Daily quality control
The first step of daily quality analysis involves automatic flagging of data that fall outside of broad error specifications. Next, remaining data are checked against a narrower range of error specifications, and those that fall outside this range generate an error alert message. However, questionable data are not automatically removed. Rather, for each error alert, the suspect data are checked for validity by experienced data analysts.
In addition to the error checking program, daily comparisons are made between ATLAS data that are processed at PMEL and ATLAS data that are transmitted via the GTS. Any discrepancies between the data sets are immediately investigated and corrected.
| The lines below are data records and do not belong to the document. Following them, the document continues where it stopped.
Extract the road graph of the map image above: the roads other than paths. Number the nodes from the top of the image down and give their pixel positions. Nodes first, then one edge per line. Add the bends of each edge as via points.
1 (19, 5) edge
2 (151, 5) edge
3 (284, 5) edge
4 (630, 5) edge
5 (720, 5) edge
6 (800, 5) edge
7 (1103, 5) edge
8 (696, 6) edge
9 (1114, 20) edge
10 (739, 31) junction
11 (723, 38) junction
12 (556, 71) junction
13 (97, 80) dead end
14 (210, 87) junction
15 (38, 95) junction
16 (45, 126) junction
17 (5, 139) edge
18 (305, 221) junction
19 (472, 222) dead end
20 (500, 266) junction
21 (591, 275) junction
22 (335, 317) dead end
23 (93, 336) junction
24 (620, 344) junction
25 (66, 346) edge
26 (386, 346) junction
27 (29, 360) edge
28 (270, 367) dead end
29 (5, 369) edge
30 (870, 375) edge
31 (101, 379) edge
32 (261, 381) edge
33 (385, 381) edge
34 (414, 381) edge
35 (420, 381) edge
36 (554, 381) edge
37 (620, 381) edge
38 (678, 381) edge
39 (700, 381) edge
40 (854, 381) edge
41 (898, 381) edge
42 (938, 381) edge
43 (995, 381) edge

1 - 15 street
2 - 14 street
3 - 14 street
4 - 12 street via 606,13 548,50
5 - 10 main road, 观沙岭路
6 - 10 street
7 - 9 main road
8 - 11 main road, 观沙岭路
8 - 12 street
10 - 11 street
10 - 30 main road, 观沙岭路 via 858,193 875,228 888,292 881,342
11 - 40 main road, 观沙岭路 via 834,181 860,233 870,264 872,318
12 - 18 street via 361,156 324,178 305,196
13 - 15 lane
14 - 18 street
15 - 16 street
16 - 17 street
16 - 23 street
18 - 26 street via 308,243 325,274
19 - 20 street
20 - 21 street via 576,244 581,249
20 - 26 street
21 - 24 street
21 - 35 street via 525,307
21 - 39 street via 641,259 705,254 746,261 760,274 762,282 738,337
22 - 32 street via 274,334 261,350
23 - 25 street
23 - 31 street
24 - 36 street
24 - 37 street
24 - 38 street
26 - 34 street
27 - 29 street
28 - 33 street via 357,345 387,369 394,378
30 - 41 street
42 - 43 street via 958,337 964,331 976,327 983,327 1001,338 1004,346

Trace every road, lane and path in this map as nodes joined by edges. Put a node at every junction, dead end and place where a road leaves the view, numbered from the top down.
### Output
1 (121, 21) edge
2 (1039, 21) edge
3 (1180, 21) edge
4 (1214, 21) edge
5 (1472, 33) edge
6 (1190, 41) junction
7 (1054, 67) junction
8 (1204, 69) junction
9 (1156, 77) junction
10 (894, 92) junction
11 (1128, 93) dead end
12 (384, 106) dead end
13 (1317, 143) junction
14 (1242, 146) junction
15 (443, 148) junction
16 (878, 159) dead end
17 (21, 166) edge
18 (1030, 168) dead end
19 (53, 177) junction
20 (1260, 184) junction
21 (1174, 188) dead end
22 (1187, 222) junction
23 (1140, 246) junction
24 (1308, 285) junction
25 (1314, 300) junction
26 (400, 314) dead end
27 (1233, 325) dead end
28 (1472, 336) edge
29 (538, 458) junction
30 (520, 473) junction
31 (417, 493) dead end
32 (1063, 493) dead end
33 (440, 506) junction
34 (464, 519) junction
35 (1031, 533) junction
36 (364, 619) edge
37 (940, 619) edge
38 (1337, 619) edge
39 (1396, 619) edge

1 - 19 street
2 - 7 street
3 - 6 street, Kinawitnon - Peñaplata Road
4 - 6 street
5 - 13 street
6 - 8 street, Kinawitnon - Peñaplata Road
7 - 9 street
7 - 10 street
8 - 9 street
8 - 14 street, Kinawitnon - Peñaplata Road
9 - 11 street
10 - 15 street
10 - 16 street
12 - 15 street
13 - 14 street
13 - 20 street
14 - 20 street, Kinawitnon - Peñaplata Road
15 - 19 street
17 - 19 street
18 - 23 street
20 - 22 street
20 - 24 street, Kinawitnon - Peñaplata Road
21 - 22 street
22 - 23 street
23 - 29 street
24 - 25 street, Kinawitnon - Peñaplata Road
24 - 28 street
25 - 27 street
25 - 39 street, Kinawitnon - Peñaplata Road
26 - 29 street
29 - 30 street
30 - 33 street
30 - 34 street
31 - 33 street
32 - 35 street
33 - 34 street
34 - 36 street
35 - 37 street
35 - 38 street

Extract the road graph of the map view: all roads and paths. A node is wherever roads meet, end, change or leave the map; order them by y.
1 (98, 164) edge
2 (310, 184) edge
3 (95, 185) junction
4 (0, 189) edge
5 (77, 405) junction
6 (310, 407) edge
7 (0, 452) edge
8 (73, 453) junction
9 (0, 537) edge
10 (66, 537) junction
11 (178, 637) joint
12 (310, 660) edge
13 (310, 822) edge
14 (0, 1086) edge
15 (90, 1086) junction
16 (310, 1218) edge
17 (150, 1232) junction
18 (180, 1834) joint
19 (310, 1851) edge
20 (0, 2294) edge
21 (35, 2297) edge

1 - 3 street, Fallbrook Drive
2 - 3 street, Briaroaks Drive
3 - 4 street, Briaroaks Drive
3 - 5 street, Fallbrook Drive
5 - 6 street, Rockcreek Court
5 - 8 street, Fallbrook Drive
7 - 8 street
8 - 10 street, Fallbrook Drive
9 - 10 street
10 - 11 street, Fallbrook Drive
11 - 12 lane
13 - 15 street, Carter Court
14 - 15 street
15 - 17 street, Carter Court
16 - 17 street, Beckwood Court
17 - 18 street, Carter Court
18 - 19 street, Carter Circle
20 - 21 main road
Data quality control procedures are summarized in the table below:
Measurement | Preliminary gross automated error checking | Daily parameters that will generate error alerts | Additional daily checks |
Wind direction | Compass or vane zero; compass or vane constant; direction varies more than 90° from previous day. | Visual inspection of 5-day running mean wind vectors vs climatology | |
Wind velocity | Speed changes more than 5 m s-1 from previous day |
||
Relative humidity (RH) | RH set to missing if > 99.9% | Daily RH outside 65-99%; hourly RH outside 50-100% within past two weeks; changes >20% from previous day | |
Air temperature (AT) | AT set to missing if > 33.0° or < -9.0°. | Daily AT changes > 5°C from previous day; daily AT - SST > 1.4°C;daily AT outside 6-32°C; hourly AT outside 15-33°C within past two weeks | |
Sea surface temperature (SST) | SST set to missing if > 33.0° or < -9.0°. | SST changes > 5°C from previous day; SST - T at 20m or 25m > 0.2°; hourly SST outside 20-30°C within past two weeks | Visual inspection 5-day running mean plot of SST vs wind vectors |
Subsurface temperature (T) | T set to missing if > 99.99° or < -9.0°. | T changes > 5°C from previous day; vertical gradient between adjacent sensors checked. T conforms to the climatological values for the current quarter (+/- 3 s.d. of 90-day mean) | Visual inspection of T profiles |
Rainfall | Rate > 10mm hr-1 | Sensor output full scale; daily rainfall rate outside -0.1-10mm hr; daily rain rate > 1.0 mm hr for < 5% time raining; daily rain rate < 0.1mm hr for > 25% time raining | |
Shortwave radiation (SWR) | Set to missing if > 1400 W m-2. If any SWR value (mean, standard deviation, maximum) reads 0, all are set to missing for that day. | Sensor output zero or full scale; daily radiation outside 50-325 W m-2; max radiation exceeds 1350 W m-2 | Visual inspection and comparison with time series plots from neighboring sites. |
Longwave radiation (LWR) | Daily radiation outside 350-500 W m-2; daily radiation changes > 50 W m-1 from previous day; case thermistor and dome thermistor vary by more than 1°C | ||
Barometric pressure | BP changes > 5 mb from previous day; daily BP outside 990-1018 mb; hourly barometric pressure outside 990-1018 in past two weeks | Visual inspection and comparison with time series plots from neighboring sites. | |
Salinity | Computed only for conductivity in range 30.0-70.0 mS cm -1 and T > 0.0° | Salinity changes by > 0.5 psu; salinity outside 31.0-36.5 psu; density inversions computed from daily averaged salinities and temperatures > 0.05 kg m-3; salinity conforms to the climatological values for the current quarter (+/- 3 s.d. of 90-day mean) | |
Current Direction | if daily average is based on <50% of daily samples, the output is set to undersampled flag (no data reported) | direction varies more than 90° from previous day; no change in direction; | |
Current Velocity | if daily average is based on <50% of daily samples, the output is set to undersampled flag (no data reported) | speed change greater than 50 cm/s from previous day; no change in speed from previous day; | |
Position | Data from moorings which have drifted more than 1 degree of latitude or 5 degrees of longitude are excluded from data base. | Buoy position changes from deployment position by > 6nm |
Weekly real-time quality control
Every week, the National Centers for Environmental Prediction (NCEP) compiles statistics of GTMBA data transmitted via the GTS and compares these statistics to numerical weather prediction Medium Range Forecast (MRF) model output. Weekly mean and RMS differences of daily averaged TAO and NCEP 10 m winds are computed. Daily averaged NCEP winds in these computations are based on four 6-hourly forecasts at 00z, 06z, 12z, and 18z. Weekly mean and standard deviations for GTMBA air temperatures and sea surface temperatures are also computed. Based on these statistics, NCEP reports the number of suspect observations for wind, air, and sea surface temperature according to the criteria listed in the table below.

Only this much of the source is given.